Matthew Holmes, executive director, Canadian Organic Trade Association
ŠiStockphoto/Kelly Cline

Things simply are not always the way they appear. There is illusion and then there is reality Some count on reality to shake them free of illusion, and others prefer their illusions and cling to them. Those consumers committed to the idea of organically-grown products having a huge advantage in nutritional food quality, kindness to the environment, and zero pesticides are more than happy to pay premium prices for the edible consumables that give them comfort in their sure knowledge that they are helping themselves to better health and increased longevity.
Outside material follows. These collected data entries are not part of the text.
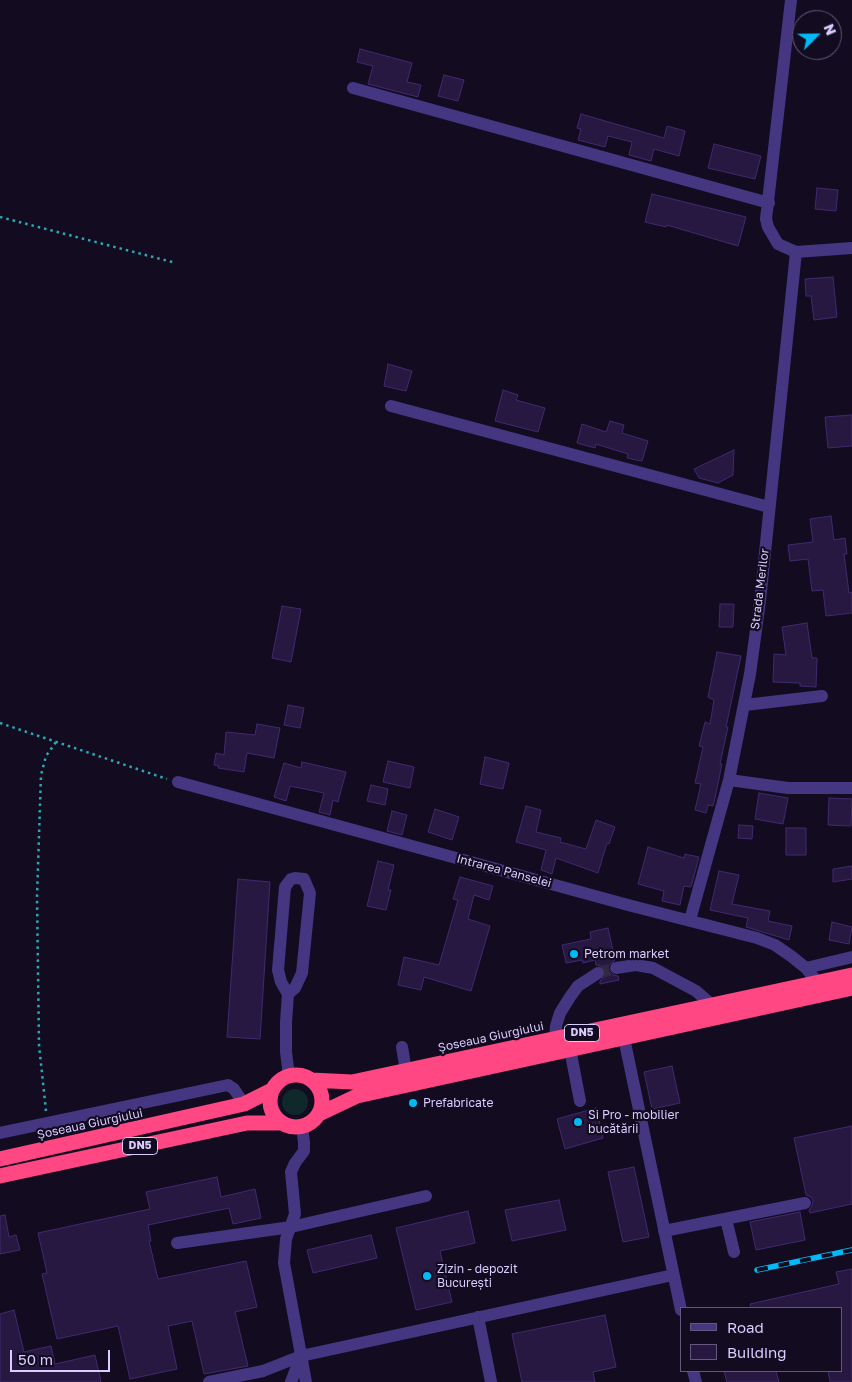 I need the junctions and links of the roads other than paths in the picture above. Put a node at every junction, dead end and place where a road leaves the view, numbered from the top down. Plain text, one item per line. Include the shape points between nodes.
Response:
1 (791, 0) edge
2 (353, 88) dead end
3 (769, 203) junction
4 (852, 248) edge
5 (796, 252) junction
6 (391, 406) dead end
7 (769, 507) junction
8 (822, 696) dead end
9 (745, 705) junction
10 (729, 780) junction
11 (178, 782) road end
12 (852, 788) edge
13 (690, 920) junction
14 (852, 957) edge
15 (616, 968) tunnel mouth
16 (806, 968) junction
17 (598, 972) tunnel mouth
18 (852, 975) edge
19 (818, 983) junction
20 (852, 988) edge
21 (288, 994) junction
22 (712, 1005) junction
23 (624, 1038) junction
24 (556, 1039) junction
25 (402, 1047) dead end
26 (570, 1049) junction
27 (406, 1071) junction
28 (290, 1076) junction
29 (311, 1080) junction
30 (272, 1090) junction
31 (580, 1101) dead end
32 (244, 1104) junction
33 (319, 1114) junction
34 (282, 1123) junction
35 (302, 1127) junction
36 (0, 1133) edge
37 (0, 1159) edge
38 (0, 1176) edge
39 (426, 1196) dead end
40 (806, 1204) dead end
41 (726, 1219) junction
42 (291, 1227) junction
43 (664, 1231) junction
44 (177, 1243) dead end
45 (734, 1252) dead end
46 (673, 1275) junction
47 (680, 1307) edge
48 (478, 1318) junction
49 (301, 1356) junction
50 (209, 1382) edge
51 (291, 1382) edge
52 (306, 1382) edge
53 (491, 1382) edge

1 - 3 street
2 - 3 street
3 - 5 street via 766,219 772,236 778,244
4 - 5 street
5 - 7 street, Strada Merilor
6 - 7 street
7 - 9 street, Strada Merilor
8 - 9 street
9 - 10 street, Strada Merilor
10 - 12 street via 788,788
10 - 13 street, Strada Merilor
11 - 13 street, Intrarea Panselei
13 - 16 street, Intrarea Panselei via 775,945
14 - 16 street
15 - 22 street via 652,968 696,991
16 - 19 street, Intrarea Panselei
17 - 24 street via 578,986 570,997 560,1013
18 - 19 highway, Șoseaua Giurgiului / DN5
19 - 22 highway, Șoseaua Giurgiului / DN5
20 - 23 highway, DN5
21 - 21 street via 302,973 310,892 304,879 295,878 285,887 278,970
21 - 28 street via 286,1052
22 - 24 highway, Șoseaua Giurgiului / DN5
23 - 26 highway, DN5
23 - 43 street
24 - 27 highway, Șoseaua Giurgiului / DN5
25 - 27 street
26 - 31 street
26 - 33 highway, DN5 via 357,1096
27 - 29 highway, Șoseaua Giurgiului / DN5 via 352,1082
28 - 29 highway, Șoseaua Giurgiului / DN5
28 - 30 highway, Șoseaua Giurgiului / DN5 via 278,1082
29 - 33 highway via 320,1092 322,1107
30 - 32 highway, Șoseaua Giurgiului / DN5
30 - 34 highway via 270,1105
32 - 36 street via 228,1085
32 - 37 highway, Șoseaua Giurgiului / DN5
33 - 35 highway, DN5 via 312,1123
34 - 35 highway, DN5
34 - 38 highway, DN5 via 247,1123
35 - 42 street via 304,1151 292,1172 295,1214
39 - 42 street
40 - 41 street
41 - 43 street
41 - 45 street
42 - 44 street
42 - 49 street via 286,1239 284,1263
43 - 46 street
46 - 47 street
46 - 48 street
48 - 49 street
48 - 53 street
49 - 50 street via 262,1371
49 - 51 street
49 - 52 street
However, even the committed know they can no longer emphasize the previously celebrated major attribute of food grown without the aid of applied chemicals, such as pesticides. And so, with great reluctance but a nod at the true state of our environment, Matthew Holmes acknowledges the ground, air and groundwater saturation of herbicides and pesticides, used both to protect crops from infestation of contaminating weeds and vermin and to increase crop yields.

CBC News found that an analysis of data compiled by the Canadian Food Inspection Agency between 2011 and 2013 pointed out that 45% of organic produce marketed in Canada contained some pesticides, while 2% exceeded the maximum permissible limits of pesticides. Of organic grape samples, 77% tested positive for pesticides, 45% of apples and 30% of carrots -- while 78% of non-organic produce contained pesticide residue, with 5% exceeding maximum allowable limits.
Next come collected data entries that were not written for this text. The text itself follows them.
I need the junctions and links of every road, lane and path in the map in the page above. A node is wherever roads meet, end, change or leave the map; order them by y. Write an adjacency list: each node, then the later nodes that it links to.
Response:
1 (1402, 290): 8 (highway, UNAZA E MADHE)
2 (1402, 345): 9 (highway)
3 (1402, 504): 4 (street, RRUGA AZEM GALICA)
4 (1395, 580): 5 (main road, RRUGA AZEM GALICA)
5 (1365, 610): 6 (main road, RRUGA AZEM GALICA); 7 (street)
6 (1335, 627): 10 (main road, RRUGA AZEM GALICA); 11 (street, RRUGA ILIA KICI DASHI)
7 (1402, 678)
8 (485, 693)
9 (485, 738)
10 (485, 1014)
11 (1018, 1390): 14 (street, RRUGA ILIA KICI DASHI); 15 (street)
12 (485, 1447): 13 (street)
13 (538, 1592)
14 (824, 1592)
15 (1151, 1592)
Canada's organic food market now presents as the fourth largest in the world. Just about every farmer's market focuses on locally grown and organic. Most supermarkets stock organic products. Even shoppers who don't ordinarily seek out organically grown produce, find themselves feeling good about picking up produce labelled as organic when it's presented as an alternative, in the belief that they're buying into something good for themselves, the environment, their local growers.
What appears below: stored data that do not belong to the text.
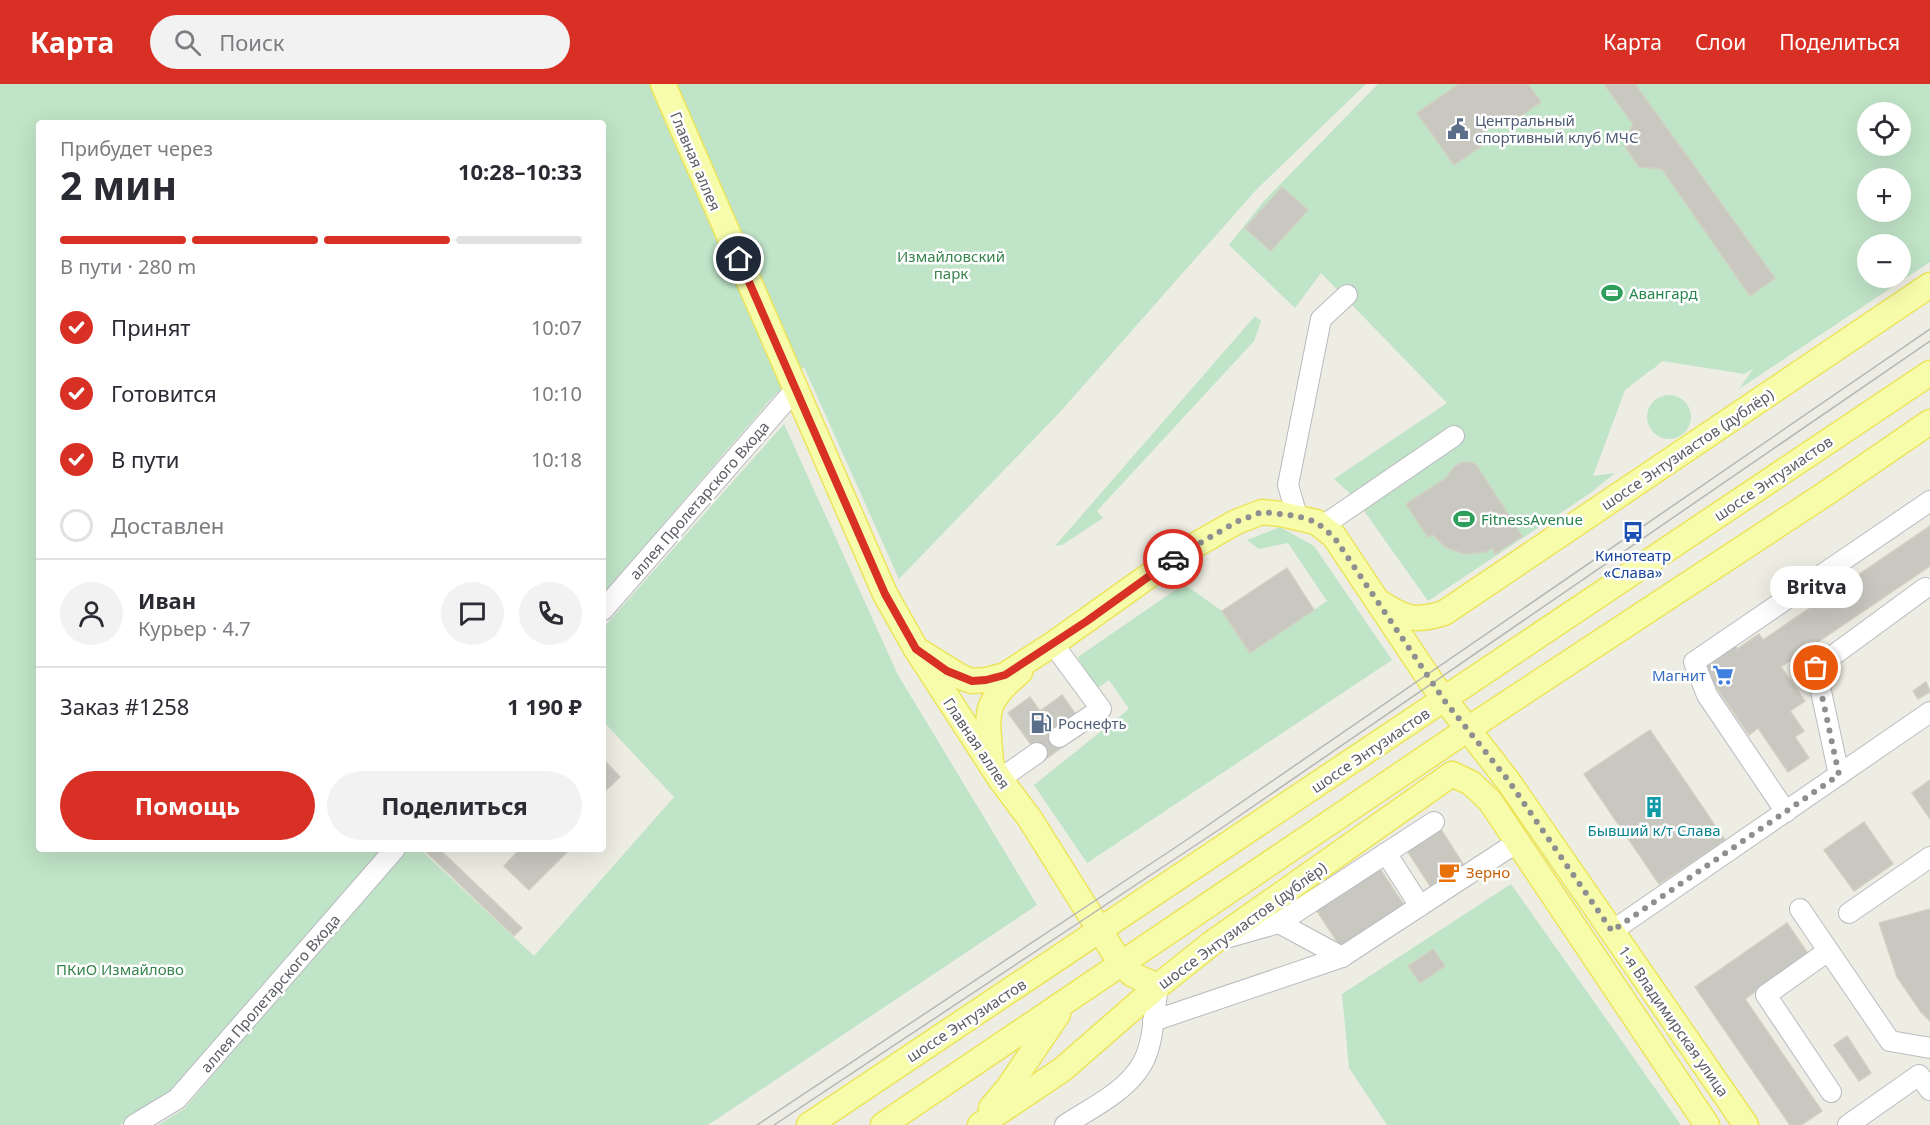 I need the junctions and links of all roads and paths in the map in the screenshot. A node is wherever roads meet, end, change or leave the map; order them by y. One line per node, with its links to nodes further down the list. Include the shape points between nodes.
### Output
1 (663, 84): 5 (main road, Главная аллея)
2 (1930, 285): 12 (main road, шоссе Энтузиастов (дублёр), via 1444,613 1416,619 1399,615)
3 (1347, 295): 9 (street, via 1321,319 1288,486)
4 (1930, 373): 16 (main road, шоссе Энтузиастов)
5 (795, 390): 13 (street, аллея Пролетарского Входа); 15 (main road, Главная аллея, via 885,594)
6 (1930, 422): 18 (main road)
7 (1454, 436): 10 (street)
8 (1930, 501): 25 (street, via 1694,662 1707,695)
9 (1297, 516): 10 (main road, 1-я Владимирская улица); 14 (main road, 1-я Владимирская улица, via 1262,512 1236,522 1178,555)
10 (1321, 527): 12 (main road, 1-я Владимирская улица, via 1334,537)
11 (1924, 588): 24 (street, via 1816,668)
12 (1378, 602): 16 (main road, 1-я Владимирская улица)
13 (606, 607)
14 (1053, 644): 15 (main road, 1-я Владимирская улица, via 1005,675 979,681 947,671); 19 (street, via 1101,709); 22 (main road, 1-я Владимирская улица, via 1005,684 989,708)
15 (916, 649): 22 (main road, Главная аллея)
16 (1444, 700): 18 (main road, 1-я Владимирская улица); 35 (main road, шоссе Энтузиастов)
17 (1930, 712): 24 (street)
18 (1468, 729): 20 (main road); 36 (main road, 1-я Владимирская улица)
19 (1059, 737)
20 (1436, 752): 23 (street); 40 (main road)
21 (1037, 753): 22 (street)
22 (996, 772): 35 (main road, Главная аллея)
23 (1452, 774): 27 (main road, 1-я Владимирская улица, via 1471,783 1490,801); 37 (main road, шоссе Энтузиастов (дублёр))
24 (1839, 775): 25 (street)
25 (1786, 812): 36 (street)
26 (1434, 822): 29 (street)
27 (1519, 841): 31 (street); 52 (main road, 1-я Владимирская улица)
28 (392, 852): 47 (street, аллея Пролетарского Входа, via 177,1100)
29 (1386, 853): 31 (street); 34 (street)
30 (1928, 862): 33 (street)
31 (1420, 906): 39 (street)
32 (1800, 909): 38 (street)
33 (1849, 913)
34 (1279, 923): 37 (street); 39 (street)
35 (1100, 931): 40 (main road, Главная аллея); 48 (main road, шоссе Энтузиастов)
36 (1612, 931): 53 (main road, 1-я Владимирская улица)
37 (1212, 943): 41 (main road, шоссе Энтузиастов (дублёр))
38 (1828, 951): 44 (street, via 1890,1041); 46 (street, via 1766,995)
39 (1342, 957): 43 (street)
40 (1121, 964): 41 (main road, via 1133,975); 42 (main road)
41 (1158, 986): 43 (street); 50 (main road, шоссе Энтузиастов (дублёр), via 1063,1069)
42 (1067, 1001): 49 (main road); 50 (main road, via 1008,1088)
43 (1152, 1025): 51 (street, via 1142,1065 1123,1087)
44 (1930, 1048)
45 (1930, 1090): 54 (street, via 1919,1075)
46 (1831, 1092)
47 (134, 1125)
48 (808, 1125)
49 (883, 1125)
50 (977, 1125)
51 (1065, 1125)
52 (1707, 1125)
53 (1746, 1125)
54 (1848, 1125)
Sales of organic products in 2012 amounted to $3.5-billion, three times greater than in 2006. At least half of all consumers interviewed for a study reported buying organic products on a weekly basis. Even so, organic produce and products represent 1.7% of the total food and beverage market, but they represent the fast-growing agri-food sector in the country.

The Canadian Food Inspection Agency, the country's food regulator, implemented new rules for organic certification; certification to be performed by accredited private agencies. In a study conducted by the Frontier Centre for Public Policy in 2012, it was revealed that the system represented "nothing more than an extortion racket". Many of the agencies collect royalties on the gross revenue of the producers they inspect; why then would they deny certification?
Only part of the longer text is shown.